I have converted the code for making a phone call from Objective-C to Swift, but in Objective-C, we can set the type of the URL that we like to open (e.g. telephone, SMS, web) like this:
#"tel:xx"
#"mailto:info#example.es"
#"http://stackoverflow.com"
#"sms:768number"
The code in Swift is:
UIApplication.sharedApplication().openURL(NSURL(string : "9809088798")
I read that have not released any scheme parameter for tel:, but I don't know if Swift can detect if the string is for making a phone call, sending email, or opening a website. Or may I write:
(string : "tel//:9809088798")
?
I am pretty sure you want:
UIApplication.sharedApplication().openURL(NSURL(string: "tel://9809088798")!)
(note that in your question text, you put tel//:, not tel://).
NSURL's string init expects a well-formed URL. It will not turn a bunch of numbers into a telephone number.

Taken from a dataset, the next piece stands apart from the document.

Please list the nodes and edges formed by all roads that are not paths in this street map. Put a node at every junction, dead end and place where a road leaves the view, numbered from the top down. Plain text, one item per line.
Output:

You sometimes see phone-number detection in UIWebView, but that's being done at a higher level than NSURL.
EDIT: Added ! per comment below
A self-contained solution in Swift:
private func callNumber(phoneNumber:String) {
if let phoneCallURL:NSURL = NSURL(string:"tel://\(phoneNumber)") {
let application:UIApplication = UIApplication.sharedApplication()
if (application.canOpenURL(phoneCallURL)) {
application.openURL(phoneCallURL);
}
}
}
Now, you should be able to use callNumber("7178881234") to make a call.
For Swift in iOS:
var url:NSURL? = NSURL(string: "tel://9809088798")

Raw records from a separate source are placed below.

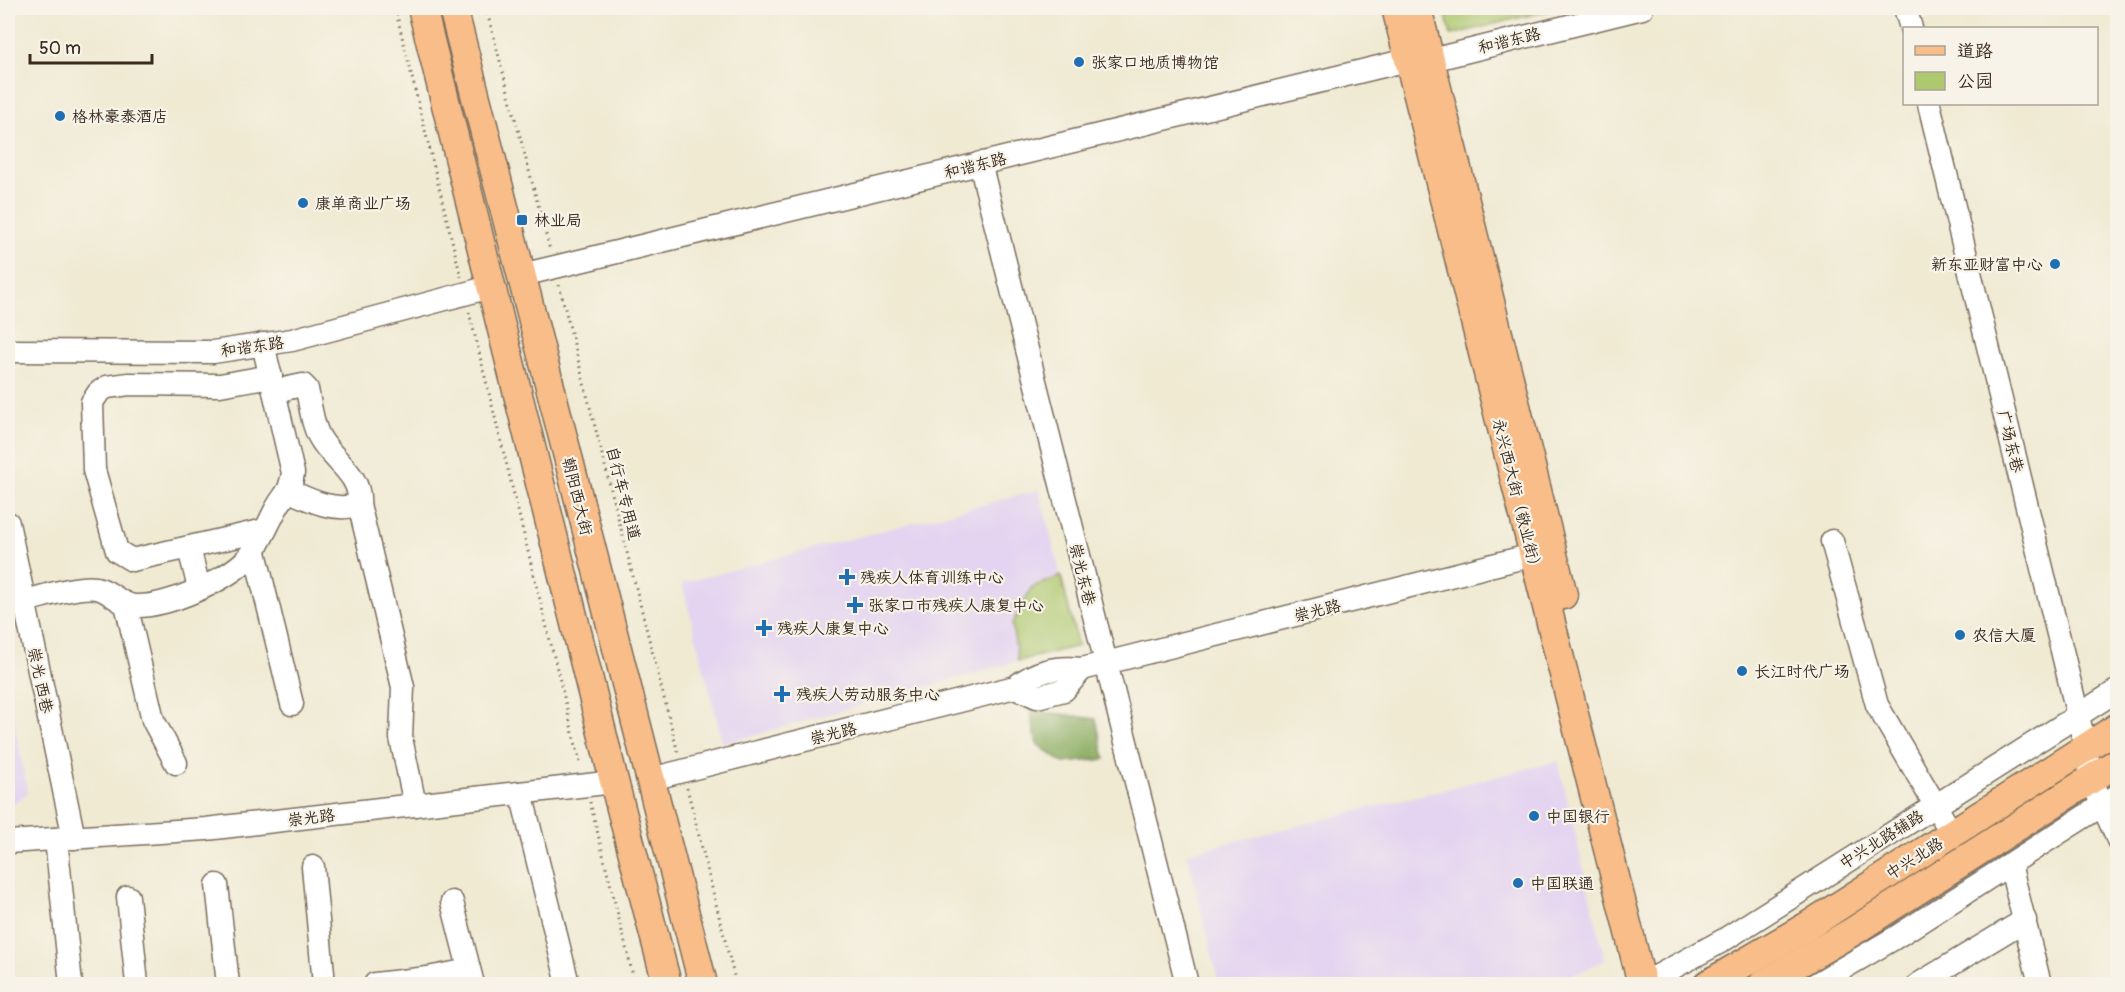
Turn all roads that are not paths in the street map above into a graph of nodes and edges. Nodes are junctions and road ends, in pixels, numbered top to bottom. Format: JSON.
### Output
{"nodes":[{"id":1,"x":422,"y":8,"type":"edge"},
{"id":2,"x":453,"y":8,"type":"edge"},
{"id":3,"x":1396,"y":8,"type":"edge"},
{"id":4,"x":1417,"y":8,"type":"edge"},
{"id":5,"x":1596,"y":8,"type":"edge"},
{"id":6,"x":1642,"y":8,"type":"edge"},
{"id":7,"x":1905,"y":8,"type":"edge"},
{"id":8,"x":1911,"y":27,"type":"edge"},
{"id":9,"x":1419,"y":57,"type":"junction"},
{"id":10,"x":1929,"y":105,"type":"edge"},
{"id":11,"x":980,"y":163,"type":"junction"},
{"id":12,"x":522,"y":274,"type":"junction"},
{"id":13,"x":477,"y":290,"type":"junction"},
{"id":14,"x":263,"y":344,"type":"junction"},
{"id":15,"x":8,"y":351,"type":"edge"},
{"id":16,"x":272,"y":384,"type":"junction"},
{"id":17,"x":290,"y":491,"type":"junction"},
{"id":18,"x":359,"y":504,"type":"junction"},
{"id":19,"x":8,"y":523,"type":"edge"},
{"id":20,"x":260,"y":539,"type":"junction"},
{"id":21,"x":1832,"y":541,"type":"dead end"},
{"id":22,"x":189,"y":548,"type":"junction"},
{"id":23,"x":1543,"y":552,"type":"junction"},
{"id":24,"x":199,"y":588,"type":"junction"},
{"id":25,"x":24,"y":601,"type":"junction"},
{"id":26,"x":126,"y":604,"type":"junction"},
{"id":27,"x":1105,"y":663,"type":"junction"},
{"id":28,"x":2118,"y":690,"type":"edge"},
{"id":29,"x":292,"y":704,"type":"dead end"},
{"id":30,"x":2078,"y":714,"type":"junction"},
{"id":31,"x":2118,"y":727,"type":"edge"},
{"id":32,"x":2086,"y":749,"type":"junction"},
{"id":33,"x":2118,"y":762,"type":"edge"},
{"id":34,"x":176,"y":763,"type":"dead end"},
{"id":35,"x":651,"y":779,"type":"junction"},
{"id":36,"x":2091,"y":779,"type":"junction"},
{"id":37,"x":614,"y":782,"type":"junction"},
{"id":38,"x":521,"y":793,"type":"junction"},
{"id":39,"x":2110,"y":800,"type":"edge"},
{"id":40,"x":416,"y":805,"type":"junction"},
{"id":41,"x":1935,"y":805,"type":"junction"},
{"id":42,"x":1952,"y":834,"type":"junction"},
{"id":43,"x":65,"y":838,"type":"junction"},
{"id":44,"x":2118,"y":840,"type":"edge"},
{"id":45,"x":8,"y":842,"type":"edge"},
{"id":46,"x":2010,"y":864,"type":"junction"},
{"id":47,"x":313,"y":867,"type":"dead end"},
{"id":48,"x":217,"y":885,"type":"dead end"},
{"id":49,"x":128,"y":897,"type":"dead end"},
{"id":50,"x":452,"y":902,"type":"dead end"},
{"id":51,"x":2025,"y":920,"type":"junction"},
{"id":52,"x":1949,"y":976,"type":"edge"},
{"id":53,"x":471,"y":977,"type":"edge"},
{"id":54,"x":429,"y":981,"type":"edge"},
{"id":55,"x":1651,"y":982,"type":"edge"},
{"id":56,"x":71,"y":984,"type":"edge"},
{"id":57,"x":137,"y":984,"type":"edge"},
{"id":58,"x":228,"y":984,"type":"edge"},
{"id":59,"x":324,"y":984,"type":"edge"},
{"id":60,"x":375,"y":984,"type":"edge"},
{"id":61,"x":568,"y":984,"type":"edge"},
{"id":62,"x":667,"y":984,"type":"edge"},
{"id":63,"x":704,"y":984,"type":"edge"},
{"id":64,"x":1187,"y":984,"type":"edge"},
{"id":65,"x":1708,"y":984,"type":"edge"},
{"id":66,"x":1762,"y":984,"type":"edge"},
{"id":67,"x":1816,"y":984,"type":"edge"},
{"id":68,"x":1919,"y":984,"type":"edge"},
{"id":69,"x":2040,"y":984,"type":"edge"}],
"edges":[{"from":1,"to":13,"type":"main road"},
{"from":2,"to":12,"type":"main road","name":"朝阳西大街"},
{"from":3,"to":9,"type":"main road","name":"永兴西大街（敬业街）"},
{"from":4,"to":9,"type":"main road","name":"永兴西大街（敬业街）"},
{"from":5,"to":9,"type":"street","name":"和谐东路"},
{"from":6,"to":9,"type":"street","name":"和谐东路"},
{"from":7,"to":8,"type":"street"},
{"from":9,"to":11,"type":"street","name":"和谐东路"},
{"from":9,"to":23,"type":"main road","name":"永兴西大街（敬业街）"},
{"from":10,"to":30,"type":"street","name":"广场东巷"},
{"from":11,"to":12,"type":"street","name":"和谐东路"},
{"from":11,"to":27,"type":"street","name":"崇光东巷"},
{"from":12,"to":35,"type":"main road","name":"朝阳西大街"},
{"from":13,"to":14,"type":"street","name":"和谐东路"},
{"from":13,"to":37,"type":"main road"},
{"from":14,"to":15,"type":"street","name":"和谐东路"},
{"from":14,"to":16,"type":"street"},
{"from":16,"to":17,"type":"street"},
{"from":16,"to":18,"type":"street"},
{"from":16,"to":22,"type":"street"},
{"from":17,"to":18,"type":"street"},
{"from":17,"to":20,"type":"street"},
{"from":18,"to":40,"type":"street"},
{"from":19,"to":25,"type":"street","name":"崇光 西巷"},
{"from":20,"to":22,"type":"street"},
{"from":20,"to":24,"type":"street"},
{"from":20,"to":29,"type":"street"},
{"from":21,"to":41,"type":"street"},
{"from":22,"to":24,"type":"street"},
{"from":23,"to":27,"type":"street","name":"崇光路"},
{"from":23,"to":55,"type":"main road","name":"永兴西大街（敬业街）"},
{"from":24,"to":26,"type":"street"},
{"from":25,"to":26,"type":"street"},
{"from":25,"to":43,"type":"street","name":"崇光 西巷"},
{"from":26,"to":34,"type":"street"},
{"from":27,"to":35,"type":"street","name":"崇光路"},
{"from":27,"to":64,"type":"street","name":"崇光东巷"},
{"from":28,"to":30,"type":"street","name":"中兴北路辅路"},
{"from":30,"to":32,"type":"street","name":"广场东巷"},
{"from":30,"to":41,"type":"street","name":"中兴北路辅路"},
{"from":31,"to":32,"type":"main road","name":"中兴北路"},
{"from":32,"to":36,"type":"street","name":"广场东巷"},
{"from":32,"to":42,"type":"main road","name":"中兴北路"},
{"from":33,"to":36,"type":"main road","name":"中兴北路"},
{"from":35,"to":63,"type":"main road","name":"朝阳西大街"},
{"from":36,"to":39,"type":"street","name":"广场东巷"},
{"from":36,"to":66,"type":"main road","name":"中兴北路"},
{"from":37,"to":38,"type":"street","name":"崇光路"},
{"from":37,"to":62,"type":"main road"},
{"from":38,"to":40,"type":"street","name":"崇光路"},
{"from":38,"to":61,"type":"street"},
{"from":39,"to":44,"type":"street","name":"广场东巷"},
{"from":39,"to":46,"type":"street"},
{"from":40,"to":43,"type":"street","name":"崇光路"},
{"from":41,"to":42,"type":"street"},
{"from":41,"to":55,"type":"street","name":"中兴北路辅路"},
{"from":42,"to":65,"type":"main road","name":"中兴北路"},
{"from":43,"to":45,"type":"street","name":"崇光路"},
{"from":43,"to":56,"type":"street","name":"崇光 西巷"},
{"from":46,"to":51,"type":"street"},
{"from":46,"to":67,"type":"street"},
{"from":47,"to":59,"type":"street"},
{"from":48,"to":58,"type":"street"},
{"from":49,"to":57,"type":"street"},
{"from":50,"to":53,"type":"street"},
{"from":51,"to":52,"type":"street"},
{"from":51,"to":69,"type":"street"},
{"from":52,"to":68,"type":"street"},
{"from":53,"to":54,"type":"street"},
{"from":54,"to":60,"type":"street"}]}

UIApplication.sharedApplication().openURL(url!)
You need to remember to remove the whitespaces or it won't work:
if let telephoneURL = NSURL(string: "telprompt://\(phoneNumber.stringByReplacingOccurrencesOfString(" ", withString: ""))") {
UIApplication.sharedApplication().openURL(telelphoneURL)
}
"telprompt://" will prompt the user to call or cancel while "tel://" will call directly.
# confile:
The problem is that your solution does not return to the app after the
phone call has been finished on iOS7. – Jun 19 at 13:50
&# Zorayr
Hm, curious if there is a solution that does do that.. might be a
restriction on iOS.
use
UIApplication.sharedApplication().openURL(NSURL(string: "telprompt://9809088798")!)
You will get a prompt to Call/Cancel but it returns to your application. AFAIK there is no way to return (without prompting)

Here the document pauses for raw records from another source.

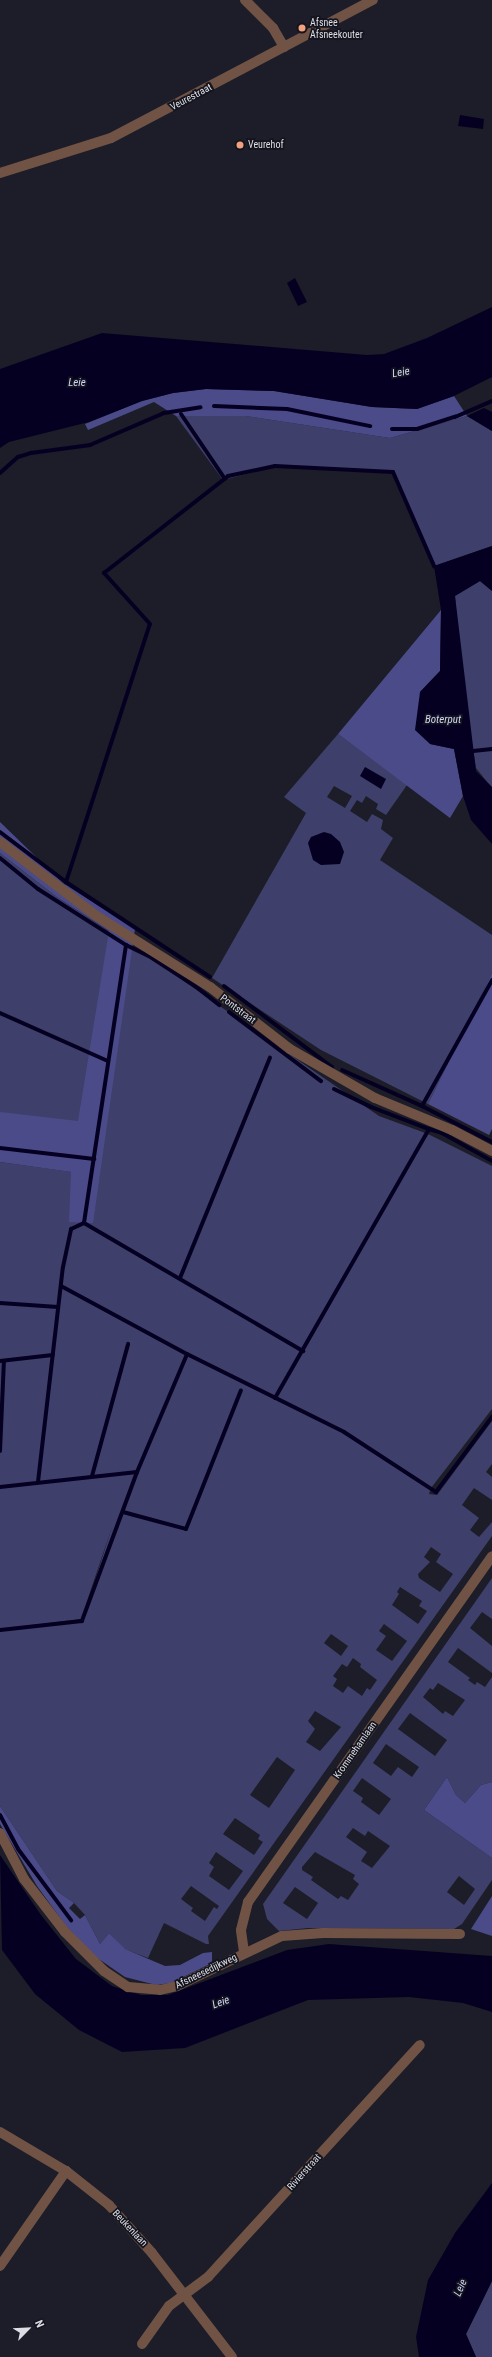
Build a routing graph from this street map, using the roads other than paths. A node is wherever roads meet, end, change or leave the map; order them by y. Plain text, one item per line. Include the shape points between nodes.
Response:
1 (245, 0) edge
2 (373, 0) edge
3 (284, 47) junction
4 (0, 173) edge
5 (0, 842) edge
6 (492, 1151) edge
7 (492, 1556) edge
8 (0, 1833) edge
9 (460, 1934) dead end
10 (244, 1952) junction
11 (420, 2045) dead end
12 (0, 2132) edge
13 (66, 2171) junction
14 (0, 2266) edge
15 (184, 2294) junction
16 (142, 2344) dead end
17 (232, 2357) edge

1 - 3 street via 273,28
2 - 3 street, Veurestraat
3 - 4 street, Veurestraat via 111,138
5 - 6 street, Pontstraat via 95,915 210,987 290,1049 375,1098 452,1130
7 - 10 street, Krommehamlaan via 248,1902 241,1930
8 - 10 street, Afsneesedijkweg via 24,1879 65,1932 104,1970 128,1987 160,1990 177,1986
9 - 10 street, Afsneesedijkweg via 323,1933 282,1936
11 - 15 street, Rivierstraat via 208,2277
12 - 13 street, Beukenlaan
13 - 14 street
13 - 15 street, Beukenlaan via 130,2226
15 - 16 street via 169,2306
15 - 17 street, Beukenlaan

You must insert "+"\ is another way
private func callNumber(phoneNumber:String) {
if let phoneCallURL:NSURL = NSURL(string:"tel://"+"\(phoneNumber)") {
let application:UIApplication = UIApplication.sharedApplication()
if (application.canOpenURL(phoneCallURL)) {
application.openURL(phoneCallURL);
}
}
}
Small update to Swift 3
UIApplication.shared.openURL(NSURL(string: "telprompt://9809088798")! as URL)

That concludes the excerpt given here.